Tony Blair works on the principle that no policy is worth introducing unless it causes a Labour row.

Bitter opposition from a substantial chunk of his own party is for him the gold standard of evidence that he is doing the right thing.

Even so, he seems to have gone a bit far with the coming Education Bill. Dora Gaitskell, the redoubtable widow of Labour’s leader Hugh Gaitskell, once complained when her husband received a rousing reception for an anti-Common Market speech at a Labour Party conference. ‘The wrong people are cheering, ‘ she said.

With this Bill, Blair’s problem is that the wrong people are booing. He has against him not just the usual suspects — the unreconstructed Lefties (eg, John McDonnell), the antediluvian romantics (Lord Hattersley), the ‘heartlands’ traditionalists (Peter Kilfoyle) and the disaffected ex-ministers (Frank Dobson).

He also has against him the solid centre of his party: Commons and Lords, councillors, trade unionists and party members who are determined to force him to retreat.

Hard times, and harder too because it is not easy to discern precisely what he is to retreat from. The government heralded the proposals as ‘the most radical reform in education since the 1945 Education Act’. But are they?

It is not possible to be sure. The white paper setting them out marks the apotheosis of this government’s preference for warm adjectives and comforting clichés over facts, nouns, and policies. It can mean pretty much anything you want it to mean.

This is not because its authors are illiterate. Ruth Kelly and Andrew Adonis were, in their time, lucid journalists. The incomprehensibility is deliberate. As philosophers have long pointed out, it is impossible to disprove propositions that lack any meaning.

So in countering the white paper, opponents are forced to attack what it might mean — and every time they do so, the government says it did not mean that at all.

The latest noises from Number 10 say this is a lot of fuss about nothing.
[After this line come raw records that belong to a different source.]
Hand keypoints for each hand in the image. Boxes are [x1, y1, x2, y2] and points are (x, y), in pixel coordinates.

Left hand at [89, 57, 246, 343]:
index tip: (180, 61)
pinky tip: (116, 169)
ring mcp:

There is very little in the white paper, the prime minister’s people claim, that is new.

Indeed. Taking schools from democratically elected councillors and handing them to religious fanatics is not new. Seeking to turn them into ‘academies’, that is to say pale imitations of the public schools to which Blair and his chums think all parents aspire, is not new. Introducing selection by the back door, while preserving a feeble code officially discouraging it as the front door, is not new.

The government has been doing all this for years. These are the old Blairite policies, mildly buttressed by the new proposals, which have previously skipped through Parliament on Blair’s say-so.
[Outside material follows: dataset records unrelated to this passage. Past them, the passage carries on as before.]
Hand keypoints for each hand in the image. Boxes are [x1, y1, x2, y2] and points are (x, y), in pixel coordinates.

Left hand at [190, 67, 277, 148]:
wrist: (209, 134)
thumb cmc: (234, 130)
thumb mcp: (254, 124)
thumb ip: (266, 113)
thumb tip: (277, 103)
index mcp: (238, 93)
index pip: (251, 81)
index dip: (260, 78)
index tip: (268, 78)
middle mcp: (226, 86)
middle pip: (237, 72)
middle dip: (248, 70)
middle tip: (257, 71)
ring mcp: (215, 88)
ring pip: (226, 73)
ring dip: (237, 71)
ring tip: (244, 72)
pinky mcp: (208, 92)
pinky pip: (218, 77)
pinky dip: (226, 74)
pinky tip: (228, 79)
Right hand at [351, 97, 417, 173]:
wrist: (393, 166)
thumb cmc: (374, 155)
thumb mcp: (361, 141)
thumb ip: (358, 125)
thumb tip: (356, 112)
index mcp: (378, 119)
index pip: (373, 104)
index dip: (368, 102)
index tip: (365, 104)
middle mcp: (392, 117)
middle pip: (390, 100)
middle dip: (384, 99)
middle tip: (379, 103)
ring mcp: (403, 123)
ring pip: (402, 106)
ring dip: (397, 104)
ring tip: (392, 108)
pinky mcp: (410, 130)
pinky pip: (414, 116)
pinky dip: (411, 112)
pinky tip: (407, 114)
Why the fuss now? One answer is that Blair has said he will quit before the end of this Parliament. Wisely or unwisely, more and more Labour MPs want this to happen sooner rather than later. There is a palpable sense in the parliamentary Labour Party of waiting for Gordon Brown. Bashing the Education Bill is their means to get rid of the prime minister and install a new one.

This is poor psychology. The prime minister is at his most formidable (some would say stubborn) when all around are attacking him. His great ambition is to prove himself to history. He is less likely to depart under a cloud than he is if the political situation is boringly serene.

In any case, it seems decreasingly likely that defeating his Education Bill is necessary to achieve Blair’s departure. Brown’s defence of the proposals was a significant moment.

Once before, Blair signalled to Brown that he was shortly off, and then reneged. He then cited Brown’s alleged failure to back him as the reason. Brown is evidently not going to make the same mistake twice.

So may we then say that pretty well no purpose is served by voting down Blair’s proposals? A climbdown here, a compromise there, as proposed last week by the Commons select committee, and they could be allowed to serve as his memorial?

They could be, but unless Blair retreats pretty well completely, I don’t think that they will be.

For voting down these proposals should no longer be seen as a piece of political calculation. For many or most Labour parliamentarians it is an existential act.

The vote against Blair is the revenge of the taken-for-granted, patronised, despised, listened-to-less-than-the-Daily Mail, down-with-Islington/Chardonnay, I-didn’t-come-into-politics-to-do-the Tories’-dirty-work-for-them, they-think-there is-nothing-I-won’t-put-up-with-do-they, who-voted-for-Lord-Adonis-anyway group — that is to say, the great majority of Labour backbenchers.

In the face of such emotions, appeals to loyalty and to reason may struggle.